Know the Risks – 5 Common attack strategies used by Hackers.

2019 so far has been a busy year for IOT – (internet of things) – most industries are seeing a huge increase in malicious activity – web bots, auto web scraping, phishing scams and brute force attacks have escalated from annoying to tsunami level.  There are many theories as to why this is happening, personally I agree with the idea that certain people are determined to undermine the trust people have placed in the buying from the web and the associated businesses.

Despite this juvenile goal, people are using online more than ever to make purchases and organise their lives. A recent study by Australia Post highlighted that, “In 2016, Australian’s spent $21.65 billion shopping online across both physical goods and digital services (music and video streaming, and takeaway food services). This is a total increase spend of 10.4% compared to 2015”.

Understanding and managing the security risks of being online can provide peace of mind and hopefully save you some money and effort.

The top 5 methods used to undermine your online activity are;

  1. Malware/Ransomware  
  2. Phishing Attack  
  3. PUP/Adware  
  4. Account Hijacking  
  5. Unpatched/Outdated Software

Below is brief outline of what these methods are with suggested pre-cautionary steps; 

1. Malware/Ransomware
Malicious software that spreads via an email attachment or a link to a malicious website. It infects the endpoints when a user opens the attachment or clicks on the link.

Ransomware is specialised malware that encrypts all the files on the system that it infects, preventing you from accessing any data unless you pay a ransom.

Pre-Cautionary Step: Always check the sending URL - Train yourself and staff security awareness for end users, to teach them not to open email attachments from unknown users and not to click on suspicious URLs and download browser plug-ins from suspicious websites.

2. Password Phishing Attack 
A malicious email that tricks users into surrendering their user credentials (login details). The email may look legitimate, as if coming from your bank (bank logos and familiar names), usually asking you to reset or re-enter your password. 

Everything visually appears genuine; it even warns the recipient not to fall for fraudulent emails. The only thing that gives it away is the rogue link asking for confidential information.

Pre-Cautionary Step: Enable 2-factor authentication, biometrics, or other authentication methods (one-time passwords via text). Use anti-spam email software to protect against such attacks.

3. PUP Adware  
Potentially unwanted programs (PUPs) are trojans, spyware or adware that secretly monitor your keystrokes, scan files on your hard drive, and save your browser cookies. Hackers make money using PUPs by marketing software products with annoying ads that pop up on your screen. Like hard disk cleaner, virus scanning and adult dating services.

Pre-Cautionary Step: Do not download and instal apps, browser extensions and programs from untrusted websites. Backup your system to an external drive or online backup service to avoid losing all data.

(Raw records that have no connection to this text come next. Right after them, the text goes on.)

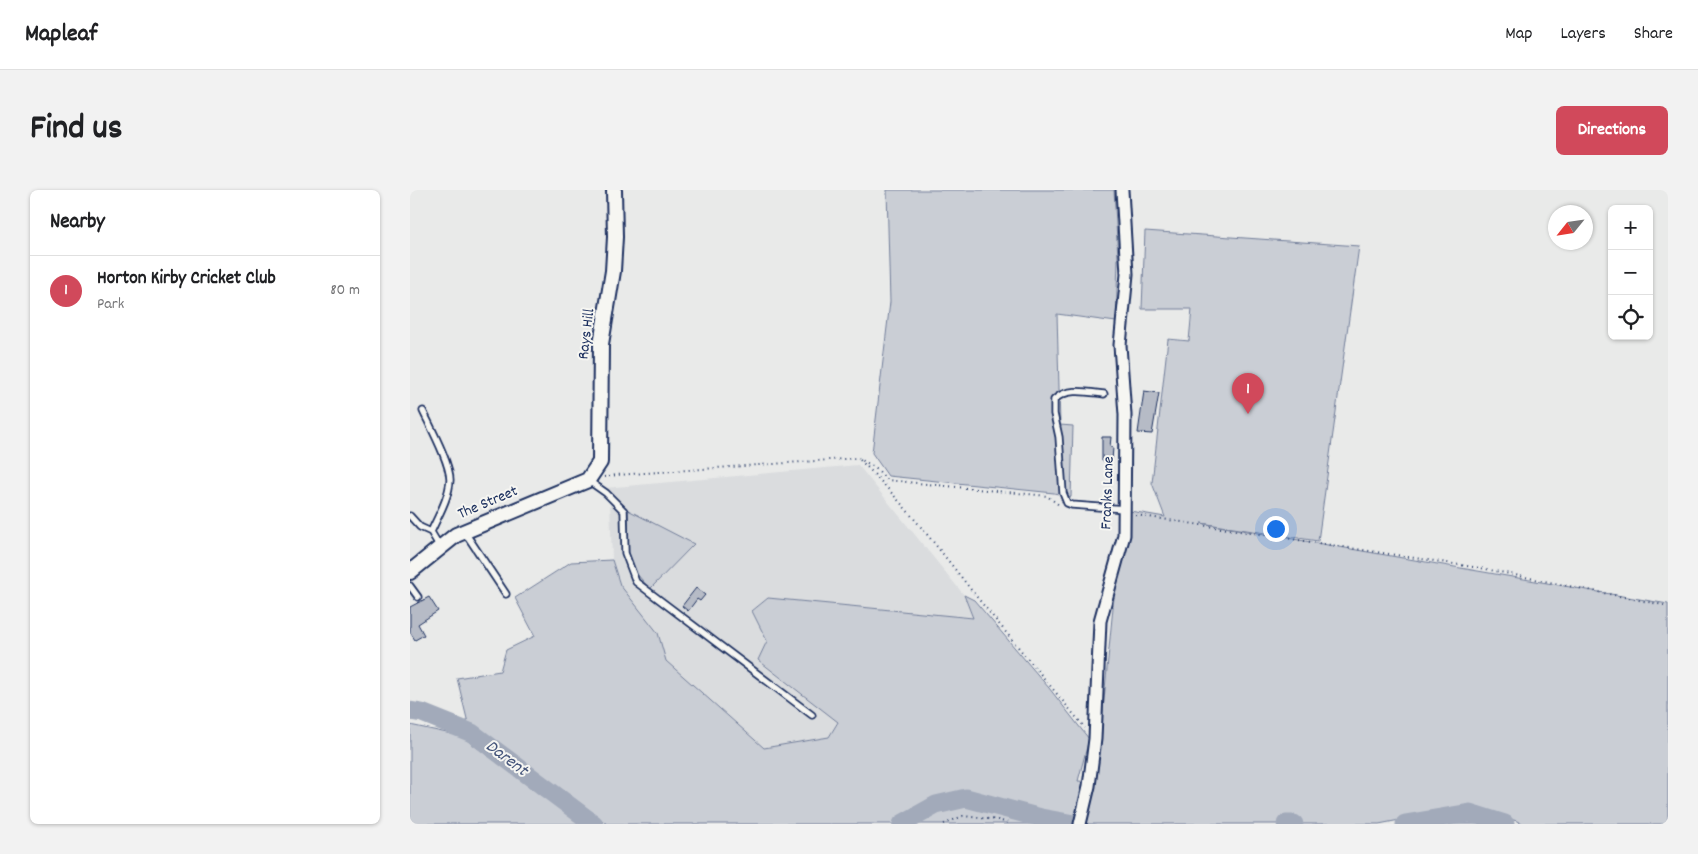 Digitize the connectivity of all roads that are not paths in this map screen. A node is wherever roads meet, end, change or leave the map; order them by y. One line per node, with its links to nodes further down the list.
1 (614, 190): 5 (street, Rays Hill)
2 (1122, 190): 6 (street, Franks Lane)
3 (1104, 394): 6 (lane)
4 (423, 411): 9 (lane)
5 (588, 480): 8 (street, The Street); 15 (lane)
6 (1125, 511): 16 (street, Franks Lane)
7 (410, 516): 9 (lane)
8 (464, 531): 10 (street, The Street); 13 (lane)
9 (431, 532): 10 (lane)
10 (440, 546): 11 (street, The Street)
11 (410, 572)
12 (410, 586): 14 (lane)
13 (506, 594)
14 (418, 597)
15 (812, 716)
16 (1080, 824)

Use a reliable virus scanning application that is constantly updated with new detection code.

4. Account Hijacking 
Hackers gain access to user accounts by repeatedly entering in different “guesses” of stolen passwords or words from the dictionary with combinations of numbers until they successfully log in.

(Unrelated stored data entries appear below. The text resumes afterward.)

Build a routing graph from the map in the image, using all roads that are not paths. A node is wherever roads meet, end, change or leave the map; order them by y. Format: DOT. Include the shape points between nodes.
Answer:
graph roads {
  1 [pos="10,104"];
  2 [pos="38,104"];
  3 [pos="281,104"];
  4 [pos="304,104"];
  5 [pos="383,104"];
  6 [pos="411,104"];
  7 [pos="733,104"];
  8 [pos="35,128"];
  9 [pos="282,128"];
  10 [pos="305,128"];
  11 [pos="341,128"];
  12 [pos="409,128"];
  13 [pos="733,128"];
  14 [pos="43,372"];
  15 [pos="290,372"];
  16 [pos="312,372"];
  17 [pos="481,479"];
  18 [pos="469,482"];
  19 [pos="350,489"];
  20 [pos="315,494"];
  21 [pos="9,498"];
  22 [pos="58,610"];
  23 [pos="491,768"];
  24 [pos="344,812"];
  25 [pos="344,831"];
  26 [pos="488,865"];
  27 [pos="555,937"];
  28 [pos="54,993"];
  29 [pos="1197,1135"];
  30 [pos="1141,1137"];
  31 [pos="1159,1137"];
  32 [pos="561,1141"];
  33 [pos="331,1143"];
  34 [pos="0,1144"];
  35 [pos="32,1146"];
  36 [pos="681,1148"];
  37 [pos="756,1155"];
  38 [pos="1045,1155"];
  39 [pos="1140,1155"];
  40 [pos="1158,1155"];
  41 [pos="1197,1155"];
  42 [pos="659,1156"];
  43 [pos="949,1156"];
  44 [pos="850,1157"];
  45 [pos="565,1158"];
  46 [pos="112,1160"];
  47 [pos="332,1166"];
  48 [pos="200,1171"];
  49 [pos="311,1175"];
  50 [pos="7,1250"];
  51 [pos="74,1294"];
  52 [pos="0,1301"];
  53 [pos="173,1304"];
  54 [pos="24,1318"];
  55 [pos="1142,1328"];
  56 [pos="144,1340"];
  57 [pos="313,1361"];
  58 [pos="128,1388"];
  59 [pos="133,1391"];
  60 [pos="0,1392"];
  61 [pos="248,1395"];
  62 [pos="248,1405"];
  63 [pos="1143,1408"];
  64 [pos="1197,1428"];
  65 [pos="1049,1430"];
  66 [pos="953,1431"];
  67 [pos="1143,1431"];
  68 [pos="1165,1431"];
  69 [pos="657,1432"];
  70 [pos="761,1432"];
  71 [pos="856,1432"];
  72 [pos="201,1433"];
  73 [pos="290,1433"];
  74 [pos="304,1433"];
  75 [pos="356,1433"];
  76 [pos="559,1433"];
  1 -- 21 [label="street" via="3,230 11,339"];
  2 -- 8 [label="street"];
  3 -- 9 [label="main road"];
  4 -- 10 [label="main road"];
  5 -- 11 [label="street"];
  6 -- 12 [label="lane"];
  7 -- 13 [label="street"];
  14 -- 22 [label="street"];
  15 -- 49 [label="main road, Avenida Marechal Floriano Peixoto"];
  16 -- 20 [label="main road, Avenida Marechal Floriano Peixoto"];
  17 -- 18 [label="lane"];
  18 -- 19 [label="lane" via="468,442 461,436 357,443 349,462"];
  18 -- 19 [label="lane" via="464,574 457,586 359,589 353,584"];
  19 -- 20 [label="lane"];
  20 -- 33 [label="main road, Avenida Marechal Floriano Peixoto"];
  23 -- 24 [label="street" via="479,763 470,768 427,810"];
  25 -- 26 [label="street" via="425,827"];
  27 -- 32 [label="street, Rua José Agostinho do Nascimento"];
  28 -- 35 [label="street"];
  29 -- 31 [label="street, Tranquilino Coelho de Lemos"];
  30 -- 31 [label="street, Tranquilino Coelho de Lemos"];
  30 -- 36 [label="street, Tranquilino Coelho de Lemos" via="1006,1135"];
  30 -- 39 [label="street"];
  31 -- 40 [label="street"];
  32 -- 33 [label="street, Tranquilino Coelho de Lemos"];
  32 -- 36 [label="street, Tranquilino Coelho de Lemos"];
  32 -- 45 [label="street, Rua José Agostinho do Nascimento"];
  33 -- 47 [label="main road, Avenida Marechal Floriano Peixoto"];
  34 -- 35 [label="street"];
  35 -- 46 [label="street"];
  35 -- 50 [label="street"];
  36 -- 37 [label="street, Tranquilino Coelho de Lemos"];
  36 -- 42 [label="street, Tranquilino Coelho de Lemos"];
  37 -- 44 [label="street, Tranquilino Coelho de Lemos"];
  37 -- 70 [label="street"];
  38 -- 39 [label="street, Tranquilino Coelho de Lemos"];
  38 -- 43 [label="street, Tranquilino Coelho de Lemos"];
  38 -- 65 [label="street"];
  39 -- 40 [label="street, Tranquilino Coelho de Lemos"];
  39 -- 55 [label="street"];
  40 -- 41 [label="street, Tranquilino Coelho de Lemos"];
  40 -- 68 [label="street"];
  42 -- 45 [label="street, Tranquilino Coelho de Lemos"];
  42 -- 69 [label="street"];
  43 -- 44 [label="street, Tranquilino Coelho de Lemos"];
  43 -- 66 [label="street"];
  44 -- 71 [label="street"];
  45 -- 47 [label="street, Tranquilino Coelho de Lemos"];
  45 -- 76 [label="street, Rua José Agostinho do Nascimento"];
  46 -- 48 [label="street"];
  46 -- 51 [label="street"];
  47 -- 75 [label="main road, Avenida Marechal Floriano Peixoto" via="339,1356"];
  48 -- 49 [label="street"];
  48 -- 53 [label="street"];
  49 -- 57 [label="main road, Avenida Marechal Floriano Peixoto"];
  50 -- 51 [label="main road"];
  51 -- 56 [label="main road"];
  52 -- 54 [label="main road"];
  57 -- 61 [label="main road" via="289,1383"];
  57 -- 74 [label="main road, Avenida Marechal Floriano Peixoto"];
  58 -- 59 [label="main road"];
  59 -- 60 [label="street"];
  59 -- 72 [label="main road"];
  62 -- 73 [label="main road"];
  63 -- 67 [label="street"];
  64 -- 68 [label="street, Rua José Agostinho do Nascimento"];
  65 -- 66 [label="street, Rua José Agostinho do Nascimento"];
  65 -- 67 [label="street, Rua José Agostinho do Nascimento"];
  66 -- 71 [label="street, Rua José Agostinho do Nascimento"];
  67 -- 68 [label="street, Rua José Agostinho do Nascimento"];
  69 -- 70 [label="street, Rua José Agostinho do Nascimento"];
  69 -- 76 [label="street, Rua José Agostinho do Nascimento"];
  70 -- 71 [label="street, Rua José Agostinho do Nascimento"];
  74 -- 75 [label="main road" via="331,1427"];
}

Such attacks are typically launched with automated tools, whereby thousands of passwords are submitted from multiple bots (botnets) in a matter of seconds.

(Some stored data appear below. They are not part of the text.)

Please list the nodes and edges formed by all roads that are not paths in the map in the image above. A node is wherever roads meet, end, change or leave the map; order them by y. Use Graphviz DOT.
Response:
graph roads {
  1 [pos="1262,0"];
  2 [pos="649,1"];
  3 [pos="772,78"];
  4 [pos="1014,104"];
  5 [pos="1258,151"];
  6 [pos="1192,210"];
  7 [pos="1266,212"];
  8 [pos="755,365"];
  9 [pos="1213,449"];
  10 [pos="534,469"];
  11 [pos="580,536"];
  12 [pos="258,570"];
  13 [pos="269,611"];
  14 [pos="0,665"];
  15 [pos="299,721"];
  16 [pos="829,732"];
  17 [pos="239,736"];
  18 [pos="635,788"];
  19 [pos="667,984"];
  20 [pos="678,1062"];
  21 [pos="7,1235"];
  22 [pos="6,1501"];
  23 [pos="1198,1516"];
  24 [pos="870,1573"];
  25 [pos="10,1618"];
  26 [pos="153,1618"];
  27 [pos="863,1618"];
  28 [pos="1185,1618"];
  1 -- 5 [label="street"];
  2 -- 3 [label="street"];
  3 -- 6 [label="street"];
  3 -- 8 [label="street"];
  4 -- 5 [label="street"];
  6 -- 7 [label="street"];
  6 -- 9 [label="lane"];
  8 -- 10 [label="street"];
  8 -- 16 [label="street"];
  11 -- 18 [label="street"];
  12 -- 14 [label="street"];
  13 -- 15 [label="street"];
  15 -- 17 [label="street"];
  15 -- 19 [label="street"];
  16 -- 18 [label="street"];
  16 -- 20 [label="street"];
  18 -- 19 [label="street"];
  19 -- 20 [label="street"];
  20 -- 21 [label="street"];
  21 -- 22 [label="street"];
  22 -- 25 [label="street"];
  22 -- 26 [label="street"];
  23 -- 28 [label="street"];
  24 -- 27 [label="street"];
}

Pre-Cautionary Step: Brute-force attacks can be prevented, by 1) account lockout after designated number of failed login attempts; 2) using a challenge-response test (reCAPTCHA) to prevent automated submission.

5. Unpatched/Outdated Software 
Hackers exploit vulnerabilities in systems software and web applications to execute unauthorized code, enabling them to gain extra privileges or steal information.

Shellshock exploited a bug in Unix in 2014 to take over systems and convert them to bots. SQL-injection attacks are used to exploit vulnerable web applications.

Pre-Cautionary Step: Always keep core, modules and plugins up to date (a must for open source CMS like word press joomala and drupal). Run vulnerability scanning software at regular intervals and patch all systems which have high-priority vulnerabilities.